§ Data for review:
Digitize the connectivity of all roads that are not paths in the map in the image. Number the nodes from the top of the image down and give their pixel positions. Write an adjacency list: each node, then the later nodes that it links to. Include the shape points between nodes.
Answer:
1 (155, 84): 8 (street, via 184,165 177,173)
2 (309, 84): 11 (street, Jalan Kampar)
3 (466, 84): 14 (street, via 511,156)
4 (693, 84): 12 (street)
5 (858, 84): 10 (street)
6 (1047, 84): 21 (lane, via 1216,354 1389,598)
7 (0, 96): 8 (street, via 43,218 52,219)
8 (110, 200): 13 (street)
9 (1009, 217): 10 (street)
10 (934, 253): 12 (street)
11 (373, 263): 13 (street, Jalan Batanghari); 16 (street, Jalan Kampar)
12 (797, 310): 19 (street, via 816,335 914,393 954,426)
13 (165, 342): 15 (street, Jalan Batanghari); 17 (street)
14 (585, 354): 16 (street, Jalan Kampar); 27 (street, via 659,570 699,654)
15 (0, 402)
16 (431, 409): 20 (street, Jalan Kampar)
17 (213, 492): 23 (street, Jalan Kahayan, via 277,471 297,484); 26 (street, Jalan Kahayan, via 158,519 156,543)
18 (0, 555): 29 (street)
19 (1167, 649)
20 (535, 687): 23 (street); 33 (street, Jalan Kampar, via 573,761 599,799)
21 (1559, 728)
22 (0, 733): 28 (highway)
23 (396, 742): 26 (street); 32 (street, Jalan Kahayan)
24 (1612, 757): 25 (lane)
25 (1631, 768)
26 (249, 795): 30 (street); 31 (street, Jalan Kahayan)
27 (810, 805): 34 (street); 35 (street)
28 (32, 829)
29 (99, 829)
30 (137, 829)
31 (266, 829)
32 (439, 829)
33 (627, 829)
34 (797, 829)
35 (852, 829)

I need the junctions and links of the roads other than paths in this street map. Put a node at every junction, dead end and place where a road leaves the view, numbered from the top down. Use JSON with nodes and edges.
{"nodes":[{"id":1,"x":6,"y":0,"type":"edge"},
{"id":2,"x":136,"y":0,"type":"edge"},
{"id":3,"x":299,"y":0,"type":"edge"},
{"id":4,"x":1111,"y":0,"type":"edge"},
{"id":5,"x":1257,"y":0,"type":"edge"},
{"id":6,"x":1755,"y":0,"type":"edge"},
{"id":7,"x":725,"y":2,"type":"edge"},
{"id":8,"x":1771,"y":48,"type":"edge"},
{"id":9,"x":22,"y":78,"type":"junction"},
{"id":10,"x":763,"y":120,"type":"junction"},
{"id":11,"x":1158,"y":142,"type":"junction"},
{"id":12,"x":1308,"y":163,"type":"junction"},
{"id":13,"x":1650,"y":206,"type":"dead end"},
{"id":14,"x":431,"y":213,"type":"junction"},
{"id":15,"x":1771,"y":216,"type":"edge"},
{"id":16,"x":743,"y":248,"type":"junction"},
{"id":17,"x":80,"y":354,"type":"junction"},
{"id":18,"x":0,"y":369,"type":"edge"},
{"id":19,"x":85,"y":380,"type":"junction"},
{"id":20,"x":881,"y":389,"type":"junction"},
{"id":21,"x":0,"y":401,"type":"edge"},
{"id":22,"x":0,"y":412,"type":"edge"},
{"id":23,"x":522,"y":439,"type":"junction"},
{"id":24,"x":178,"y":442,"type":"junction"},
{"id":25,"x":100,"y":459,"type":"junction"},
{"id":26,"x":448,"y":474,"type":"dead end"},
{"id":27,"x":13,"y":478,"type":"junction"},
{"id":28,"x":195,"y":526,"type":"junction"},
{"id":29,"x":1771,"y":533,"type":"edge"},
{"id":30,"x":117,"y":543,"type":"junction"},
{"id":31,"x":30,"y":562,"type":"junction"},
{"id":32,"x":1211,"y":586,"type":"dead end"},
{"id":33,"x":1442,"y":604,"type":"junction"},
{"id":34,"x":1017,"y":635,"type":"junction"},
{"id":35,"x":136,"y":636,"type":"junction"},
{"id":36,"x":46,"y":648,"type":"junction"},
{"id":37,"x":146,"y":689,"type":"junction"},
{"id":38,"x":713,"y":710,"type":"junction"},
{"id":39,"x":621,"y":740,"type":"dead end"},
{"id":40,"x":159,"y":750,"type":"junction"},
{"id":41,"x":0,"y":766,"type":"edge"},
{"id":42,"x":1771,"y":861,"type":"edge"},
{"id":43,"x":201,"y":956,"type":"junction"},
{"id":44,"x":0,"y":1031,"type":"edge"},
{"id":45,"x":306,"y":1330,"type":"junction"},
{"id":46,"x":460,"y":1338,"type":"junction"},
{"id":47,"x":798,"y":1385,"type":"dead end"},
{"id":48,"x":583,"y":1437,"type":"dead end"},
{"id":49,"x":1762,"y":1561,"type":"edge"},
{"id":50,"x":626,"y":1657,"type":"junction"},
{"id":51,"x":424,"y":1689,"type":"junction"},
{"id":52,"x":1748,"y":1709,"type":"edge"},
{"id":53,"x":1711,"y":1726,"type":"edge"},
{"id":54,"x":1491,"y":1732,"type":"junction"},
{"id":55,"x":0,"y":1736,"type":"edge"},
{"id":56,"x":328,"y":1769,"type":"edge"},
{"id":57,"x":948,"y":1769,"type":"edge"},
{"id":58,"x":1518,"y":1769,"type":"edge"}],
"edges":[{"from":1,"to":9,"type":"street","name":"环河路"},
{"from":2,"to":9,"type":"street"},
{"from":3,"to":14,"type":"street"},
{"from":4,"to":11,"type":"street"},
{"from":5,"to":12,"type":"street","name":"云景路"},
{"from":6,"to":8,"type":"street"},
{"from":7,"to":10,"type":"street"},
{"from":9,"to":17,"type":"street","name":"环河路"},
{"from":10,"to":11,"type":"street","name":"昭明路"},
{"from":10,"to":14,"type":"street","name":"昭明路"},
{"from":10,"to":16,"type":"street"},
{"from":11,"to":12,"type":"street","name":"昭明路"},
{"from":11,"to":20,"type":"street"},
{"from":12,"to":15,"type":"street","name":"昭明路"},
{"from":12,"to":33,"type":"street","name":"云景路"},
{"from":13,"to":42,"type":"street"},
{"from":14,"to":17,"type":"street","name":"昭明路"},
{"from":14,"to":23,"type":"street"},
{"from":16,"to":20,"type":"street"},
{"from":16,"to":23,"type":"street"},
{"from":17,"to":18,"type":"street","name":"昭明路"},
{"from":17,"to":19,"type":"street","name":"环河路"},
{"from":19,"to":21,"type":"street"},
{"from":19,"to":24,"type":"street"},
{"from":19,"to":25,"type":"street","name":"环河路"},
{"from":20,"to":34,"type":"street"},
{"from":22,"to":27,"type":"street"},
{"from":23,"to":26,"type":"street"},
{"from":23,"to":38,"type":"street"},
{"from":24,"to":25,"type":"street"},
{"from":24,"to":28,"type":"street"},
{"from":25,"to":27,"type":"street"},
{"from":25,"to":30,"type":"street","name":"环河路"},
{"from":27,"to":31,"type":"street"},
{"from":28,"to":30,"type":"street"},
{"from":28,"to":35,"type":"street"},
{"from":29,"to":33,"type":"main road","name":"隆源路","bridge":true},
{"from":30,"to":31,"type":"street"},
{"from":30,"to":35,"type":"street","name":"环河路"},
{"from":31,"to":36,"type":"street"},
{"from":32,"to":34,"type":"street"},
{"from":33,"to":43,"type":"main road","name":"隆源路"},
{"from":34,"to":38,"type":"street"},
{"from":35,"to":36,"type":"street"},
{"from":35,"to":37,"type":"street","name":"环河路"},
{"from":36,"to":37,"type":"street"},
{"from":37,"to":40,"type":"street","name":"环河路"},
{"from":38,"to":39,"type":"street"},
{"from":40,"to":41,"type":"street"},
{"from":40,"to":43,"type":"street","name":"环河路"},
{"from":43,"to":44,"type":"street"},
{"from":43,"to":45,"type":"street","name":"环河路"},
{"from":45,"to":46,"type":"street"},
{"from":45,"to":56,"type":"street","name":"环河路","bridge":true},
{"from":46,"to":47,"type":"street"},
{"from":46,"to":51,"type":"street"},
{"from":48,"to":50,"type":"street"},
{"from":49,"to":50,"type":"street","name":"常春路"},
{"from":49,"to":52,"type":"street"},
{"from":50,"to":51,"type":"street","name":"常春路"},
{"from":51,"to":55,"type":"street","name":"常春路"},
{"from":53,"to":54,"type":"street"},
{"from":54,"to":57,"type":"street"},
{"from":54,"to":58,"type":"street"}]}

§ Task objective:
Show me all lines in the records that contain "Kampar".

§ Exercise solution:
2 (309, 84): 11 (street, Jalan Kampar)
11 (373, 263): 13 (street, Jalan Batanghari); 16 (street, Jalan Kampar)
14 (585, 354): 16 (street, Jalan Kampar); 27 (street, via 659,570 699,654)
16 (431, 409): 20 (street, Jalan Kampar)
20 (535, 687): 23 (street); 33 (street, Jalan Kampar, via 573,761 599,799)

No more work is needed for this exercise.